THIS MAN IS GUILTY of the crimes for which he is being tried for. A few moments ago this court heard him clearly say that he is sorry, that he apologizes, and is asking for his apology to be accepted. Your honor and esteemed jurors I ask you that if you have done nothing wrong you would find no need to verbalize the afore mentioned statements. His sad syrupy looking eyes that are swelled with tears only further reinforce that this man is guilty!
There is a misconception on the part of many members of our society today that issuing an apology is in fact an admission of wrong doing. With all due respect to those who subscribe to this theory I am going to categorically state that any form of offering up an apology is not an admission of wrong doing but it is a concerted effort to show humility.
When you examine the three statements closely you cannot help but be overcome by their beauty. A beauty that words alone cannot describe. The feeling of wanting to make somebody aware they mean something to you by way of expressing remorse. Should anybody we are even remotely close to pass away our natural instinct tell us to tell the mourner that we are sorry to hear about their loss. We care enough to offer sympathy by saying I Am Sorry! The only guilt in a situation like this is failing to acknowledge their grief.
I apologize can be an admission of having done something wrong while at the same time taking steps to rectify the wrong. This is not a sign of weakness but it is a sign of strength! These words when meant sincerely show you have character. No matter how minor the infraction was the apology is offered even no real harm was done.
Will you accept my apology? If you have in any way caused harm to another person that person is under no obligation to accept a simple I apologize statement. To truly bring closure to the event you should not only say I Am Sorry Or I Apologize but ask for your apology to be accepted. That extra step suggests a true feeling of regret.
Frequently we will instruct our children to apologize or say I am sorry to their sibling they have hurt. Yet few parents will express the same sentiments to their children. Parents make many mistakes over the years while raising their children. To lower yourself to their eye level so that you are not towering over your child but standing at equal level while admitting to your mistakes, offering up an apology in addition for asking for acceptance of your apology shows your children that yes you are human and you do make mistakes. However, when you realize what you have done wrong you immediately try to straighten things out. This is one of the most valuable lessons by example of your own actions that you can teach your children.
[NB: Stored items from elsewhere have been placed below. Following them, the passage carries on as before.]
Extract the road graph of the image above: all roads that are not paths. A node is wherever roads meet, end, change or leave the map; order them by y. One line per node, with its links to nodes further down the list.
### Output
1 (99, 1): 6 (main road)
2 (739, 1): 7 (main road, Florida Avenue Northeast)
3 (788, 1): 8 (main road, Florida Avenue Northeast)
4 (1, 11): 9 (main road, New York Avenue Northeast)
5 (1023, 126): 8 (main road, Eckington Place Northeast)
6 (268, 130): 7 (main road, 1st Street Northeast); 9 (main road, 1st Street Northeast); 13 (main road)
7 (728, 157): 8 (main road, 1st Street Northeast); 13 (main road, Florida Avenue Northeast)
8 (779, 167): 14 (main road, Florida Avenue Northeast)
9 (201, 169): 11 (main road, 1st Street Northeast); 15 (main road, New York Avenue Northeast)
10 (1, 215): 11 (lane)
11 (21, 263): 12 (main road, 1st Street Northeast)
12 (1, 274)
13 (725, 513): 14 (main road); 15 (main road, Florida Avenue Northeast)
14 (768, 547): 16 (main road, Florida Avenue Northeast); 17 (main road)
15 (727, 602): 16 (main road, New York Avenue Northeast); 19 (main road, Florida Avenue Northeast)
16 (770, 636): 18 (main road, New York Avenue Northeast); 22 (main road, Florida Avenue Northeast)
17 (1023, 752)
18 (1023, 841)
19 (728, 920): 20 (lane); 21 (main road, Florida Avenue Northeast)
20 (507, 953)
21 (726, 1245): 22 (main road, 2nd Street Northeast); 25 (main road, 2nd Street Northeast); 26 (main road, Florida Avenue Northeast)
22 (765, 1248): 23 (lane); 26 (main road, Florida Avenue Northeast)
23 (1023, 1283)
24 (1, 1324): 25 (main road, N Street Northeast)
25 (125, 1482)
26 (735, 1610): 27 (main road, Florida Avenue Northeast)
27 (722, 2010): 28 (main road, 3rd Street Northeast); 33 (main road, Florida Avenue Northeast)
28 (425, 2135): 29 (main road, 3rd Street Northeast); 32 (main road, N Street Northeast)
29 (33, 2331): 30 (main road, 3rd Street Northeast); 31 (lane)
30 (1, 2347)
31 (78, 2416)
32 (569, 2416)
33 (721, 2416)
As adults we still need to be taught tolerance of others and to treat people as respectfully as we would hope they would treat us. Tolerance does not mean you give unconditional permission to be treated with arrogance. A type of arrogance that shows a total disregard for you as a person. Anger is the first emotion most of us feel. We then take our anger and direct it towards that person who probably will take great amusement at your outburst.
In situations such as the one above it is best to take on the role of the teacher by extending your own personal regret for this situation becoming heated. While the mean spirited “the word revolves around me” person may not immediately get your message in time they will. Operating on the premise this person has a conscience somewhere in their soul they will feel remorse for the way they treated another person.
If you are a habitual hurter of others there are no words that you can say that would allow anybody to forgive you. The apology you seek is intended for you alone so that you feel vindicated therefore your actions are justifiable time and again. When the cycle of life starts turning in the direction whereby you are now on the receiving end how will you feel? Would you accept a mea culpa knowing from personal experience what will happen next? Learn to make your apologizes stand on their own merit. If you are sorry prove it with action and deeds as words alone coming from you will ring hollow.
Relationships of any kind need to have tender touches to them. It’s hard to conceptualize (other than a mother giving birth to a child) a more tender moment than when a heart reaches out to try to heal another heart. That is the true meaning of the phrases that make up the title of this article.
Do your soul a favor by endeavoring not to purposely inflict pain in others by way of your words or the manner you come across to others. We were not put on this earth to hurt. We were not put on this earth to be arrogant, insensitive, uncaring, abusive and so forth. There will always be those who will dismiss these notions. However way they developed their negative traits is of no consequence.
What matters most is the commitments we make for the sake of decency to all. By saying and truly meaning with all of our hearts the phrases I Am Sorry, I Apologize and Will You Accept My Apology we are doing what is right. Take these phrases with you wherever you go.
Our pets deserve no less of our humanity than our fellow humans. Treat them with all the love you have to give as they will do them same. Yes, you can apologize to your pet.
Guilty of giving into issuing an apology? If you feel guilt you are guilty!